África
Ataque aéreo com drones no Sudão resulta em 14 mortes
Pelo menos 14 pessoas, entre as quais cinco crianças, morreram este domingo, 29, na cidade de Dilling, no estado do Cordofão do Sul, no Sudão, na sequência de confrontos entre um grupo paramilitar e uma força rebelde. A informação foi avançada por uma fonte de uma organização não-governamental, citada pelo site Notícias ao Minuto.
Num comunicado, a Rede de Médicos do Sudão indicou que as mortes ocorreram num ataque com drones do grupo paramilitar Forças de Apoio Rápido (FAR) ao Movimento de Libertação do Povo do Sudão-Norte (SPLM-N, uma formação rebelde aliada).
Durante os confrontos, que ocorrem num contexto de grave crise humanitária e de saúde, outras 23 pessoas ficaram feridas, incluindo sete crianças.
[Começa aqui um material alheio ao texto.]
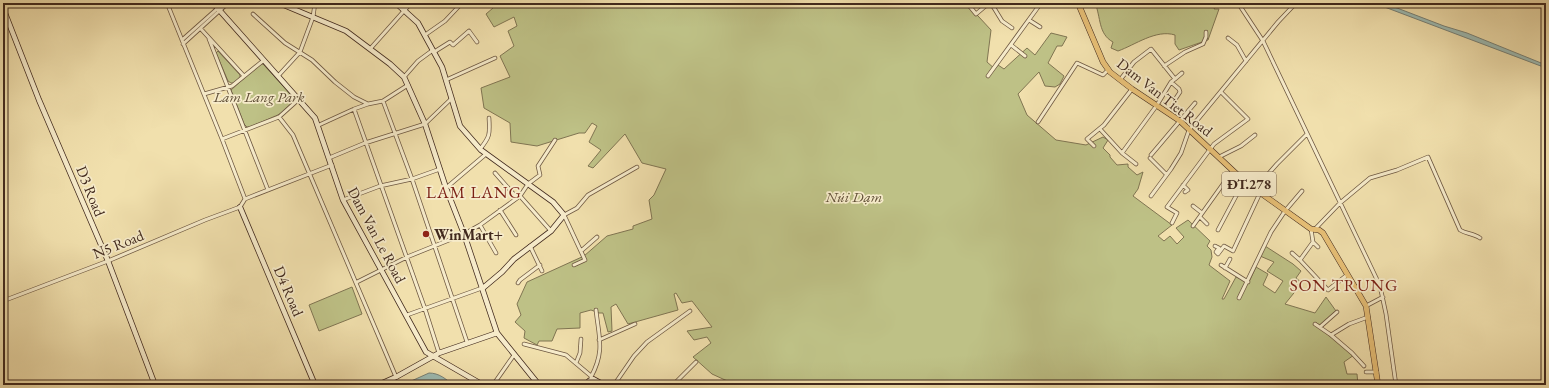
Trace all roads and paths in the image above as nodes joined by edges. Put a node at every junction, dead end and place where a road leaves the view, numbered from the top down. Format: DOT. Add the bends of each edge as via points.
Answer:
graph roads {
  1 [pos="167,3"];
  2 [pos="213,3"];
  3 [pos="228,3"];
  4 [pos="279,3"];
  5 [pos="315,3"];
  6 [pos="396,3"];
  7 [pos="411,3"];
  8 [pos="462,3"];
  9 [pos="967,3"];
  10 [pos="990,3"];
  11 [pos="1041,3"];
  12 [pos="1078,3"];
  13 [pos="1238,3"];
  14 [pos="1296,3"];
  15 [pos="3,8"];
  16 [pos="220,9"];
  17 [pos="404,10"];
  18 [pos="253,14"];
  19 [pos="313,17"];
  20 [pos="1029,20"];
  21 [pos="1040,27"];
  22 [pos="1012,28"];
  23 [pos="201,29"];
  24 [pos="1206,32"];
  25 [pos="425,35"];
  26 [pos="1228,38"];
  27 [pos="209,39"];
  28 [pos="182,40"];
  29 [pos="1262,41"];
  30 [pos="477,42"];
  31 [pos="183,44"];
  32 [pos="1011,45"];
  33 [pos="370,49"];
  34 [pos="434,51"];
  35 [pos="300,52"];
  36 [pos="1025,56"];
  37 [pos="495,58"];
  38 [pos="264,60"];
  39 [pos="1246,61"];
  40 [pos="1164,66"];
  41 [pos="1108,70"];
  42 [pos="1182,73"];
  43 [pos="244,76"];
  44 [pos="278,76"];
  45 [pos="988,76"];
  46 [pos="404,77"];
  47 [pos="1175,79"];
  48 [pos="446,80"];
  49 [pos="1120,80"];
  50 [pos="1171,82"];
  51 [pos="408,84"];
  52 [pos="228,87"];
  53 [pos="1132,89"];
  54 [pos="1221,92"];
  55 [pos="204,94"];
  56 [pos="299,98"];
  57 [pos="1176,98"];
  58 [pos="451,99"];
  59 [pos="383,101"];
  60 [pos="1195,103"];
  61 [pos="368,104"];
  62 [pos="1157,105"];
  63 [pos="354,109"];
  64 [pos="279,117"];
  65 [pos="489,118"];
  66 [pos="1180,121"];
  67 [pos="1038,122"];
  68 [pos="425,124"];
  69 [pos="319,125"];
  70 [pos="244,130"];
  71 [pos="1100,130"];
  72 [pos="1189,130"];
  73 [pos="394,133"];
  74 [pos="1307,134"];
  75 [pos="1255,135"];
  76 [pos="222,139"];
  77 [pos="555,140"];
  78 [pos="365,143"];
  79 [pos="1094,146"];
  80 [pos="480,149"];
  81 [pos="1210,149"];
  82 [pos="1122,153"];
  83 [pos="486,154"];
  84 [pos="1219,157"];
  85 [pos="330,158"];
  86 [pos="1136,164"];
  87 [pos="332,165"];
  88 [pos="637,167"];
  89 [pos="440,169"];
  90 [pos="1233,170"];
  91 [pos="310,173"];
  92 [pos="495,173"];
  93 [pos="1166,174"];
  94 [pos="412,178"];
  95 [pos="1244,181"];
  96 [pos="528,184"];
  97 [pos="1183,185"];
  98 [pos="380,186"];
  99 [pos="446,188"];
  100 [pos="1255,189"];
  101 [pos="268,190"];
  102 [pos="1302,191"];
  103 [pos="1185,192"];
  104 [pos="1260,193"];
  105 [pos="1151,196"];
  106 [pos="518,197"];
  107 [pos="245,199"];
  108 [pos="343,200"];
  109 [pos="1340,203"];
  110 [pos="1193,206"];
  111 [pos="240,207"];
  112 [pos="500,210"];
  113 [pos="1285,211"];
  114 [pos="1202,213"];
  115 [pos="564,215"];
  116 [pos="1200,217"];
  117 [pos="1172,223"];
  118 [pos="1207,224"];
  119 [pos="480,225"];
  120 [pos="1193,226"];
  121 [pos="1313,229"];
  122 [pos="1218,230"];
  123 [pos="551,232"];
  124 [pos="464,234"];
  125 [pos="516,235"];
  126 [pos="597,236"];
  127 [pos="1480,238"];
  128 [pos="1313,242"];
  129 [pos="435,245"];
  130 [pos="530,246"];
  131 [pos="1215,246"];
  132 [pos="1318,247"];
  133 [pos="581,251"];
  134 [pos="496,253"];
  135 [pos="1292,253"];
  136 [pos="407,257"];
  137 [pos="1230,259"];
  138 [pos="1300,260"];
  139 [pos="108,261"];
  140 [pos="540,265"];
  141 [pos="574,265"];
  142 [pos="1221,265"];
  143 [pos="1225,268"];
  144 [pos="381,270"];
  145 [pos="542,271"];
  146 [pos="1347,275"];
  147 [pos="357,282"];
  148 [pos="1248,282"];
  149 [pos="518,283"];
  150 [pos="483,288"];
  151 [pos="1384,297"];
  152 [pos="1240,298"];
  153 [pos="454,299"];
  154 [pos="3,301"];
  155 [pos="1366,306"];
  156 [pos="425,309"];
  157 [pos="596,310"];
  158 [pos="690,312"];
  159 [pos="1337,312"];
  160 [pos="407,315"];
  161 [pos="1368,317"];
  162 [pos="635,324"];
  163 [pos="1315,324"];
  164 [pos="1320,327"];
  165 [pos="497,333"];
  166 [pos="1331,336"];
  167 [pos="581,339"];
  168 [pos="599,340"];
  169 [pos="468,342"];
  170 [pos="524,344"];
  171 [pos="439,352"];
  172 [pos="432,356"];
  173 [pos="514,356"];
  174 [pos="696,362"];
  175 [pos="576,363"];
  176 [pos="1364,366"];
  177 [pos="1366,372"];
  178 [pos="1377,372"];
  179 [pos="396,378"];
  180 [pos="590,378"];
  181 [pos="155,385"];
  182 [pos="315,385"];
  183 [pos="378,385"];
  184 [pos="483,385"];
  185 [pos="493,385"];
  186 [pos="539,385"];
  187 [pos="585,385"];
  188 [pos="604,385"];
  189 [pos="614,385"];
  190 [pos="673,385"];
  191 [pos="1378,385"];
  192 [pos="1396,385"];
  1 -- 28 [label="street"];
  2 -- 16 [label="street, Dam Van Le Road"];
  3 -- 16 [label="street"];
  4 -- 19 [label="street"];
  5 -- 19 [label="street"];
  6 -- 17 [label="street"];
  7 -- 17 [label="street"];
  8 -- 25 [label="street" via="445,21"];
  9 -- 10 [label="street" via="976,14"];
  10 -- 22 [label="street" via="1002,21"];
  11 -- 20 [label="street"];
  12 -- 41 [label="main road, Dam Van Tiet Road / ĐT.278"];
  13 -- 29 [label="street"];
  14 -- 29 [label="street"];
  15 -- 139 [label="street, D3 Road" via="39,100"];
  16 -- 23 [label="street"];
  16 -- 28 [label="street"];
  16 -- 38 [label="street, Dam Van Le Road"];
  17 -- 25 [label="street" via="418,23"];
  17 -- 33 [label="street"];
  18 -- 35 [label="street" via="285,43"];
  19 -- 33 [label="street" via="346,31"];
  19 -- 35 [label="street"];
  20 -- 21 [label="street"];
  20 -- 32 [label="street"];
  23 -- 27 [label="street"];
  23 -- 31 [label="street"];
  24 -- 40 [label="street" via="1203,44"];
  25 -- 34 [label="street"];
  26 -- 39 [label="street" via="1237,45"];
  27 -- 43 [label="street"];
  27 -- 52 [label="street"];
  28 -- 31 [label="street"];
  29 -- 39 [label="street"];
  29 -- 74 [label="street"];
  30 -- 34 [label="street" via="469,30 453,45 450,42"];
  31 -- 55 [label="street"];
  32 -- 36 [label="street"];
  32 -- 45 [label="street"];
  33 -- 46 [label="street"];
  34 -- 46 [label="street" via="418,61"];
  34 -- 48 [label="street"];
  35 -- 44 [label="street"];
  35 -- 61 [label="street" via="354,97"];
  37 -- 48 [label="street"];
  38 -- 43 [label="street"];
  38 -- 44 [label="street, Dam Van Le Road"];
  39 -- 54 [label="street"];
  40 -- 47 [label="street"];
  40 -- 49 [label="street" via="1151,49 1134,62"];
  41 -- 49 [label="main road, Dam Van Tiet Road / ĐT.278"];
  41 -- 67 [label="street" via="1103,75 1077,63"];
  42 -- 47 [label="street"];
  43 -- 52 [label="street"];
  44 -- 56 [label="street, Dam Van Le Road"];
  46 -- 51 [label="street"];
  47 -- 50 [label="street"];
  48 -- 58 [label="street"];
  49 -- 53 [label="main road, Dam Van Tiet Road / ĐT.278"];
  50 -- 57 [label="street" via="1180,92"];
  50 -- 62 [label="street"];
  51 -- 59 [label="street"];
  51 -- 68 [label="street"];
  52 -- 55 [label="street"];
  52 -- 70 [label="street"];
  53 -- 62 [label="main road, Dam Van Tiet Road / ĐT.278"];
  53 -- 71 [label="street"];
  54 -- 72 [label="street"];
  54 -- 81 [label="street" via="1248,118"];
  55 -- 76 [label="street"];
  56 -- 64 [label="street"];
  56 -- 69 [label="street, Dam Van Le Road"];
  58 -- 68 [label="street"];
  58 -- 80 [label="street" via="460,126"];
  59 -- 61 [label="street"];
  59 -- 73 [label="street"];
  60 -- 66 [label="street"];
  61 -- 63 [label="street"];
  62 -- 66 [label="main road, Dam Van Tiet Road / ĐT.278"];
  62 -- 82 [label="street"];
  63 -- 69 [label="street"];
  63 -- 78 [label="street"];
  64 -- 70 [label="street"];
  64 -- 91 [label="street" via="293,135"];
  65 -- 80 [label="street" via="489,137"];
  66 -- 72 [label="main road, Dam Van Tiet Road / ĐT.278"];
  66 -- 93 [label="street" via="1150,156"];
  68 -- 73 [label="street"];
  68 -- 89 [label="street"];
  69 -- 85 [label="street, Dam Van Le Road"];
  70 -- 76 [label="street"];
  70 -- 101 [label="street"];
  71 -- 79 [label="street" via="1087,139"];
  71 -- 82 [label="street"];
  72 -- 81 [label="main road, Dam Van Tiet Road / ĐT.278"];
  72 -- 93 [label="street" via="1182,153"];
  73 -- 78 [label="street"];
  73 -- 94 [label="street"];
  74 -- 100 [label="street"];
  74 -- 109 [label="street"];
  75 -- 84 [label="street" via="1241,146"];
  76 -- 107 [label="street"];
  77 -- 96 [label="street" via="538,166 540,175"];
  78 -- 85 [label="street"];
  78 -- 98 [label="street"];
  80 -- 83 [label="street"];
  81 -- 84 [label="main road, Dam Van Tiet Road / ĐT.278"];
  81 -- 97 [label="street"];
  82 -- 86 [label="street"];
  83 -- 96 [label="street"];
  83 -- 99 [label="street"];
  84 -- 90 [label="main road, Dam Van Tiet Road / ĐT.278"];
  85 -- 87 [label="street, Dam Van Le Road"];
  87 -- 91 [label="street"];
  87 -- 108 [label="street, Dam Van Le Road"];
  88 -- 115 [label="street" via="588,195 577,208"];
  89 -- 94 [label="street"];
  89 -- 99 [label="street"];
  90 -- 95 [label="main road, Dam Van Tiet Road / ĐT.278"];
  90 -- 114 [label="street"];
  91 -- 101 [label="street"];
  91 -- 147 [label="street"];
  92 -- 106 [label="street"];
  93 -- 105 [label="street"];
  94 -- 98 [label="street"];
  94 -- 129 [label="street"];
  95 -- 100 [label="main road, Dam Van Tiet Road / ĐT.278"];
  95 -- 122 [label="street"];
  96 -- 106 [label="street"];
  96 -- 115 [label="street" via="553,202"];
  97 -- 103 [label="street" via="1188,190"];
  97 -- 117 [label="street" via="1167,207 1177,213"];
  98 -- 108 [label="street"];
  98 -- 136 [label="street"];
  99 -- 124 [label="street"];
  100 -- 104 [label="main road, Dam Van Tiet Road / ĐT.278"];
  101 -- 107 [label="street"];
  102 -- 113 [label="street"];
  104 -- 113 [label="main road, Dam Van Tiet Road / ĐT.278"];
  104 -- 131 [label="street" via="1233,251 1224,246 1218,254 1216,252 1219,248"];
  106 -- 112 [label="street"];
  106 -- 123 [label="street"];
  107 -- 111 [label="street"];
  108 -- 144 [label="street, Dam Van Le Road"];
  109 -- 121 [label="street"];
  109 -- 127 [label="street" via="1370,178 1428,157 1460,230"];
  109 -- 151 [label="street"];
  110 -- 114 [label="street"];
  111 -- 139 [label="street, N5 Road"];
  111 -- 182 [label="street, D4 Road"];
  112 -- 119 [label="street"];
  112 -- 125 [label="street"];
  113 -- 121 [label="main road, Dam Van Tiet Road / ĐT.278"];
  113 -- 148 [label="street" via="1271,232"];
  114 -- 116 [label="street"];
  115 -- 123 [label="street"];
  115 -- 133 [label="street"];
  116 -- 118 [label="street"];
  116 -- 120 [label="street"];
  119 -- 124 [label="street"];
  119 -- 134 [label="street"];
  121 -- 128 [label="street"];
  121 -- 146 [label="main road, Dam Van Tiet Road / ĐT.278" via="1323,233"];
  123 -- 130 [label="street"];
  124 -- 129 [label="street"];
  124 -- 150 [label="street"];
  126 -- 133 [label="street"];
  128 -- 132 [label="street"];
  128 -- 138 [label="street"];
  129 -- 136 [label="street"];
  129 -- 153 [label="street"];
  130 -- 140 [label="street"];
  130 -- 150 [label="street"];
  133 -- 141 [label="street" via="585,260"];
  135 -- 138 [label="street"];
  136 -- 144 [label="street"];
  136 -- 156 [label="street"];
  137 -- 143 [label="street"];
  138 -- 146 [label="street" via="1328,290"];
  139 -- 154 [label="street, N5 Road"];
  139 -- 181 [label="street, D3 Road"];
  140 -- 145 [label="street"];
  140 -- 149 [label="street"];
  142 -- 143 [label="street"];
  143 -- 148 [label="street"];
  144 -- 147 [label="street"];
  144 -- 160 [label="street, Dam Van Le Road"];
  146 -- 155 [label="main road, Dam Van Tiet Road / ĐT.278"];
  147 -- 179 [label="street"];
  148 -- 152 [label="street"];
  150 -- 153 [label="street"];
  150 -- 165 [label="street"];
  151 -- 155 [label="street"];
  151 -- 192 [label="street"];
  153 -- 156 [label="street"];
  153 -- 169 [label="street"];
  155 -- 161 [label="main road, Dam Van Tiet Road / ĐT.278"];
  156 -- 160 [label="street"];
  156 -- 171 [label="street"];
  157 -- 168 [label="street"];
  158 -- 189 [label="street" via="647,342"];
  159 -- 164 [label="street"];
  160 -- 172 [label="street, Dam Van Le Road" via="426,352"];
  161 -- 166 [label="street" via="1349,324"];
  161 -- 178 [label="main road, Dam Van Tiet Road / ĐT.278"];
  162 -- 168 [label="street"];
  163 -- 164 [label="street"];
  164 -- 166 [label="street"];
  165 -- 169 [label="street"];
  165 -- 173 [label="street"];
  166 -- 176 [label="street"];
  167 -- 175 [label="street"];
  168 -- 180 [label="street" via="597,366"];
  169 -- 171 [label="street"];
  170 -- 175 [label="street" via="566,355"];
  171 -- 172 [label="street"];
  172 -- 179 [label="street"];
  172 -- 184 [label="street, Dam Van Le Road"];
  173 -- 185 [label="street"];
  173 -- 186 [label="street"];
  174 -- 190 [label="street"];
  175 -- 180 [label="street"];
  177 -- 178 [label="street"];
  178 -- 191 [label="main road, Dam Van Tiet Road / ĐT.278"];
  179 -- 183 [label="street"];
  180 -- 187 [label="street"];
  180 -- 188 [label="street"];
}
De acordo com a organização, Dilling sofreu intensos bombardeamentos pelo segundo dia seguido, enquanto as FAR e o SPLM-N realizavam incursões terrestres nos arredores da segunda maior cidade do Cordofão do Sul, onde o Exército havia recentemente encerrado um cerco que perdurava por mais de dois anos.
Por outro lado, as Forças Armadas sudanesas declararam ter repelido um ataque em larga escala dos rebeldes, provocando “numerosas baixas”, destruindo 36 veículos de combate e capturando outros seis, segundo comunicado militar.
Fontes militares, que pediram para não ser identificadas, informaram à agência EFE que as FAR também realizaram ataques com drones nas cidades de al-Duwaym e Kosti, no vizinho estado do Nilo Branco, alvo frequente de ofensivas dos paramilitares e do SPLM-N, grupo com o qual firmaram uma aliança em 2025.
Tanto as FAR como o Exército sudanês intensificaram o uso de drones nos últimos dois meses, especialmente nas vastas regiões de Darfur – bastião dos paramilitares – e do disputado Cordofão, o que provocou a morte de dezenas de civis.
As Nações Unidas já tinham alertado para esta tendência crescente, que provocou a morte de mais de 500 civis entre 1 de Janeiro e 15 de Março, a maioria em três estados da região de Cordofão. A guerra iniciada no Sudão em 15 de Abril de 2023 provocou a morte de dezenas de milhares de pessoas, o deslocamento de cerca de 13 milhões de outras e transformou o país no cenário da pior crise humanitária do planeta.